§ **Stored data**:
---------------
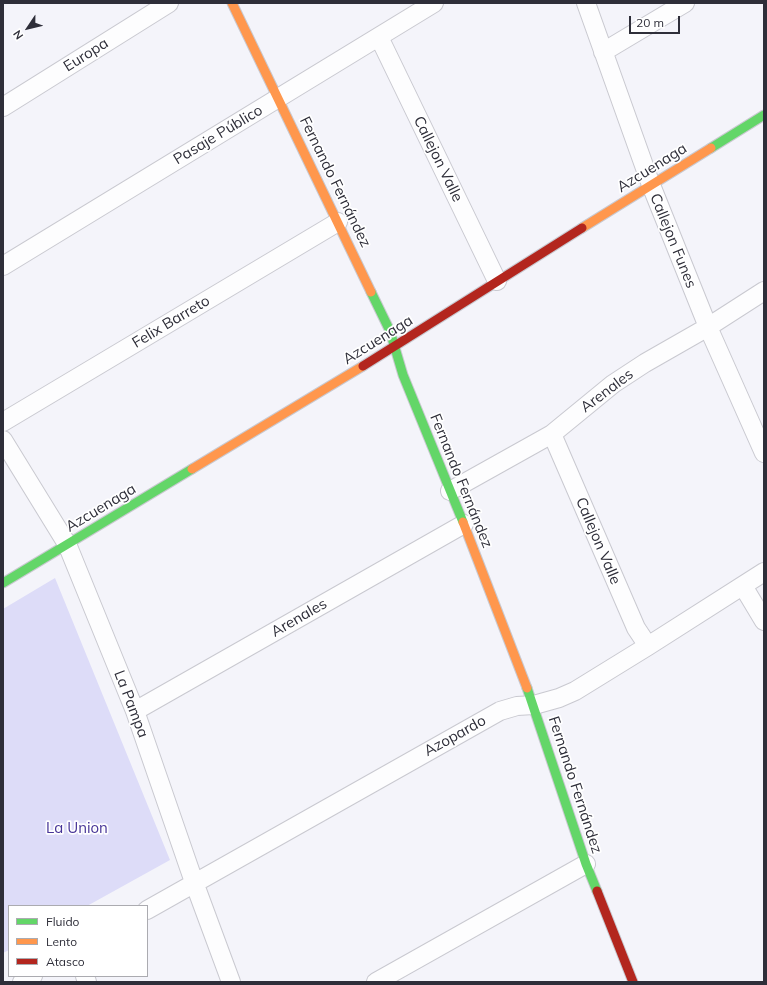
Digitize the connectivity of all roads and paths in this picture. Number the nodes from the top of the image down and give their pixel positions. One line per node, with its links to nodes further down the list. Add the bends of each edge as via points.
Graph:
1 (169, 3): 9 (street, Europa)
2 (232, 3): 8 (street, Fernando Fernández)
3 (434, 3): 6 (street, Pasaje Público)
4 (586, 3): 7 (street, Callejon Funes)
5 (685, 3): 7 (street)
6 (379, 37): 8 (street, Pasaje Público); 14 (street, Callejon Valle)
7 (603, 52): 11 (street, Callejon Funes)
8 (278, 98): 12 (street, Fernando Fernández); 13 (street, Pasaje Público)
9 (3, 107)
10 (764, 115): 11 (street, Azcuenaga)
11 (651, 185): 14 (street, Azcuenaga); 16 (street, Callejon Funes)
12 (338, 222): 17 (street, Fernando Fernández, via 390,331); 18 (street, Felix Barreto)
13 (3, 266)
14 (497, 281): 17 (street, Azcuenaga)
15 (764, 291): 16 (street, Arenales)
16 (708, 327): 19 (street, Arenales, via 613,384); 21 (street, Callejon Funes)
17 (395, 347): 22 (street, Fernando Fernández, via 403,375); 24 (street, Azcuenaga)
18 (3, 422)
19 (552, 434): 22 (street, Arenales); 29 (street, Callejon Valle, via 636,628)
20 (3, 440): 24 (street, La Pampa)
21 (764, 453)
22 (450, 491): 23 (street, Fernando Fernández)
23 (464, 524): 30 (street, Fernando Fernández); 31 (street, Arenales)
24 (67, 544): 26 (street, Azcuenaga); 31 (street, La Pampa)
25 (764, 572): 27 (street, Azopardo)
26 (3, 583)
27 (743, 586): 28 (street); 29 (street, Azopardo)
28 (764, 621)
29 (648, 646): 30 (street, Azopardo, via 575,691)
30 (534, 705): 32 (street, Fernando Fernández); 33 (street, Azopardo, via 500,711)
31 (135, 711): 33 (street, La Pampa)
32 (586, 864): 38 (street); 39 (street, Fernando Fernández)
33 (194, 882): 34 (street, Azopardo); 37 (street, La Pampa)
34 (148, 909)
35 (31, 977): 36 (street)
36 (22, 982)
37 (231, 982)
38 (376, 982)
39 (633, 982)

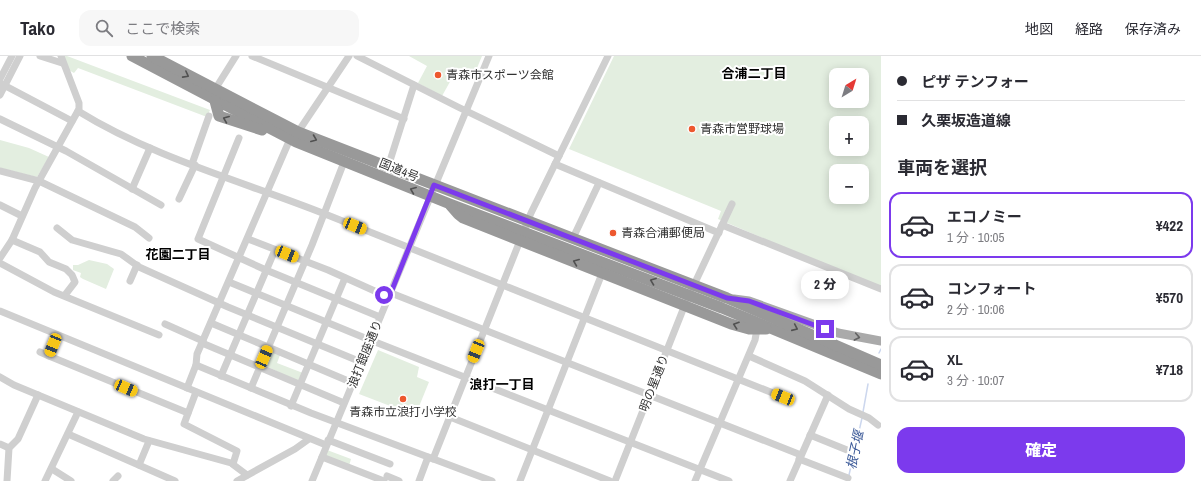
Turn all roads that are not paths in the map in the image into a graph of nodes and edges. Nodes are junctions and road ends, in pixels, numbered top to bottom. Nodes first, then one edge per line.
---------------
§ **WORK TASK**: Could you copy out every record exactly, minus the pictures?

§ **TASK SOLUTION**:
Digitize the connectivity of all roads and paths in this picture. Number the nodes from the top of the image down and give their pixel positions. One line per node, with its links to nodes further down the list. Add the bends of each edge as via points.
Graph:
1 (169, 3): 9 (street, Europa)
2 (232, 3): 8 (street, Fernando Fernández)
3 (434, 3): 6 (street, Pasaje Público)
4 (586, 3): 7 (street, Callejon Funes)
5 (685, 3): 7 (street)
6 (379, 37): 8 (street, Pasaje Público); 14 (street, Callejon Valle)
7 (603, 52): 11 (street, Callejon Funes)
8 (278, 98): 12 (street, Fernando Fernández); 13 (street, Pasaje Público)
9 (3, 107)
10 (764, 115): 11 (street, Azcuenaga)
11 (651, 185): 14 (street, Azcuenaga); 16 (street, Callejon Funes)
12 (338, 222): 17 (street, Fernando Fernández, via 390,331); 18 (street, Felix Barreto)
13 (3, 266)
14 (497, 281): 17 (street, Azcuenaga)
15 (764, 291): 16 (street, Arenales)
16 (708, 327): 19 (street, Arenales, via 613,384); 21 (street, Callejon Funes)
17 (395, 347): 22 (street, Fernando Fernández, via 403,375); 24 (street, Azcuenaga)
18 (3, 422)
19 (552, 434): 22 (street, Arenales); 29 (street, Callejon Valle, via 636,628)
20 (3, 440): 24 (street, La Pampa)
21 (764, 453)
22 (450, 491): 23 (street, Fernando Fernández)
23 (464, 524): 30 (street, Fernando Fernández); 31 (street, Arenales)
24 (67, 544): 26 (street, Azcuenaga); 31 (street, La Pampa)
25 (764, 572): 27 (street, Azopardo)
26 (3, 583)
27 (743, 586): 28 (street); 29 (street, Azopardo)
28 (764, 621)
29 (648, 646): 30 (street, Azopardo, via 575,691)
30 (534, 705): 32 (street, Fernando Fernández); 33 (street, Azopardo, via 500,711)
31 (135, 711): 33 (street, La Pampa)
32 (586, 864): 38 (street); 39 (street, Fernando Fernández)
33 (194, 882): 34 (street, Azopardo); 37 (street, La Pampa)
34 (148, 909)
35 (31, 977): 36 (street)
36 (22, 982)
37 (231, 982)
38 (376, 982)
39 (633, 982)

Turn all roads that are not paths in the map in the image into a graph of nodes and edges. Nodes are junctions and road ends, in pixels, numbered top to bottom. Nodes first, then one edge per line.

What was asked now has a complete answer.